Translating Patient‑Specific Liver Organoid Multi‑Omics into Precision Diagnostics and Risk Stratification for Herb‑Induced Liver Injury: A Systematic Review

Background The use of traditional herbal medicines has spread worldwide but herb-induced liver injury (HILI) is one of the unpredictable and often under-diagnosed etiology of acute and chronic liver diseases. Traditional toxicology models cannot account for human-specific metabolic profile, inter-patient differences in vulnerability, and immune-mediated mechanisms of HILI. Latest advancements in patient specific human liver organoids with integrated multiomics profiling is a new avenue of precision toxicology. Methods A PRISMA-compliant systematic review was performed on experimental studies employing organoids(hepatobiliary, multi-lineage and induced pluripotent stem cells-derived models) integrated with transcriptomics, proteomics, metabolomics, lipid omics, spatial and single cell omics to address mechanism(s) of traditional herbal medicine-induced hepatotoxicity. Results Out of 37 selected studies, organoid omics approaches effectively reproduced clinical mechanisms of HILI such as mitochondrial dysfunction, oxidative stress and endoplasmic reticulum stress, cholestasic bile acid abnormalities, immune-mediated damage, fibrogenesis and indirect exosomes-mediated hepatotoxicity. Translation biomarker candidates, such as bile acid patterns, oxidative stress-responsive genes and extracellular vesicle-associated microRNAs, for corresponding human liver injuries and patient specific profiles, were identified via multi omics analysis.
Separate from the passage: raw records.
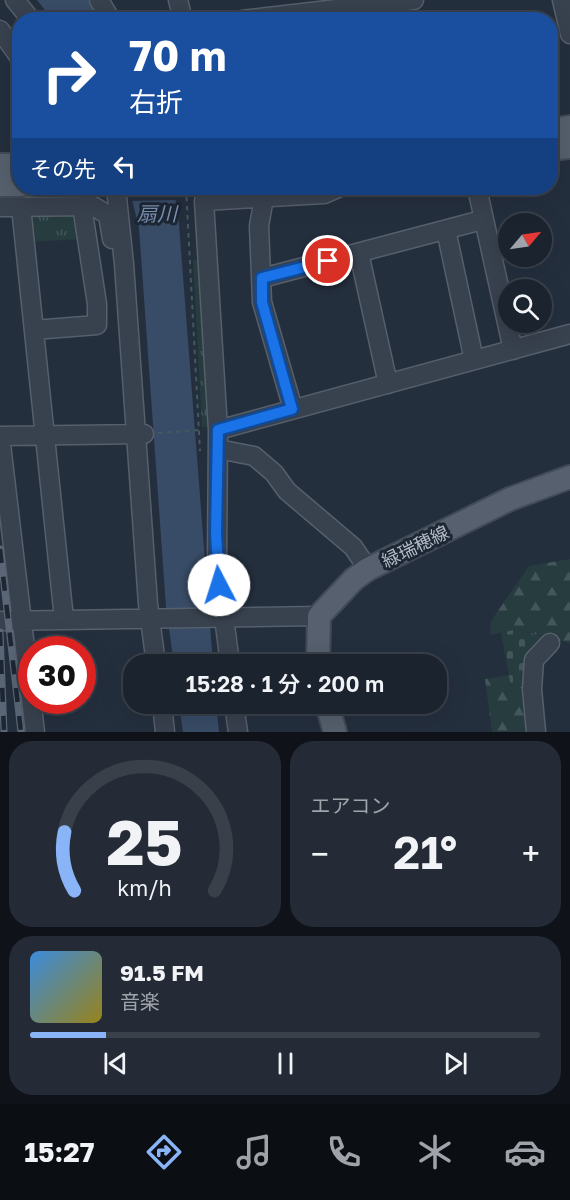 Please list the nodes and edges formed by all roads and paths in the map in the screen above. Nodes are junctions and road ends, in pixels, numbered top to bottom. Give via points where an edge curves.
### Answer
1 (15, 0) edge
2 (414, 0) edge
3 (562, 0) edge
4 (301, 11) edge
5 (25, 12) edge
6 (0, 30) edge
7 (570, 34) edge
8 (12, 47) edge
9 (117, 195) edge
10 (186, 195) edge
11 (309, 195) edge
12 (478, 195) edge
13 (20, 196) edge
14 (264, 198) junction
15 (82, 206) junction
16 (0, 207) edge
17 (482, 220) junction
18 (446, 230) junction
19 (359, 253) junction
20 (124, 264) junction
21 (262, 278) junction
22 (34, 330) junction
23 (570, 334) edge
24 (513, 350) junction
25 (474, 360) junction
26 (388, 384) junction
27 (292, 409) junction
28 (218, 430) junction
29 (198, 431) junction
30 (139, 434) junction
31 (44, 435) junction
32 (0, 436) edge
33 (209, 451) junction
34 (570, 477) edge
35 (368, 569) junction
36 (319, 616) junction
37 (217, 618) junction
38 (64, 619) junction
39 (152, 619) junction
40 (0, 621) edge
41 (21, 621) junction
42 (550, 643) dead end
43 (155, 654) edge
44 (227, 654) edge
45 (318, 654) edge
46 (163, 714) edge
47 (235, 714) edge
48 (334, 714) edge
49 (35, 732) edge
50 (165, 732) edge
51 (238, 732) edge
52 (335, 732) edge
53 (536, 732) edge

1 - 5 street
2 - 4 street
3 - 7 street
6 - 8 street
9 - 20 street
10 - 29 path
11 - 14 street
12 - 17 street
13 - 15 street
13 - 16 street
13 - 22 street
14 - 21 street via 260,226
14 - 28 street via 204,201
15 - 20 street via 93,206 108,215 114,248
15 - 22 street via 97,325
17 - 18 street
17 - 24 street
18 - 19 street
18 - 25 street
19 - 21 street
19 - 26 street
20 - 30 street
21 - 27 street via 262,302
22 - 31 street
23 - 24 street
24 - 25 street
25 - 26 street
26 - 27 street
27 - 28 street
28 - 33 street
29 - 30 path
29 - 33 path
30 - 31 street
30 - 39 street
31 - 32 street
31 - 38 street
32 - 41 street
33 - 35 street via 254,456 287,491 353,547
33 - 37 street via 216,533
34 - 35 main road, 緑瑞穂線 via 510,499
35 - 36 main road, 緑瑞穂線
36 - 37 street
36 - 45 main road
37 - 39 street
37 - 44 street
38 - 39 street
38 - 41 street
39 - 43 street
40 - 41 street
41 - 49 street
42 - 53 street via 534,660
46 - 50 street
47 - 51 street
48 - 52 main road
Conclusions Patient specific liver organoid multi omics approach provides a human relevant, mechanism-driven platform that links experimental toxicology with clinical hepatology. Aside from a broad discovery mechanism, it allows for early detection of diagnostically relevant markers, patient-specific risk assessment and mechanistically supported safety evaluation of herbal medicine. Organoid omics methods, through systematic standardization and clinical validation, could aid in precision diagnostics, clinical decision-making and risk evaluation for HILI.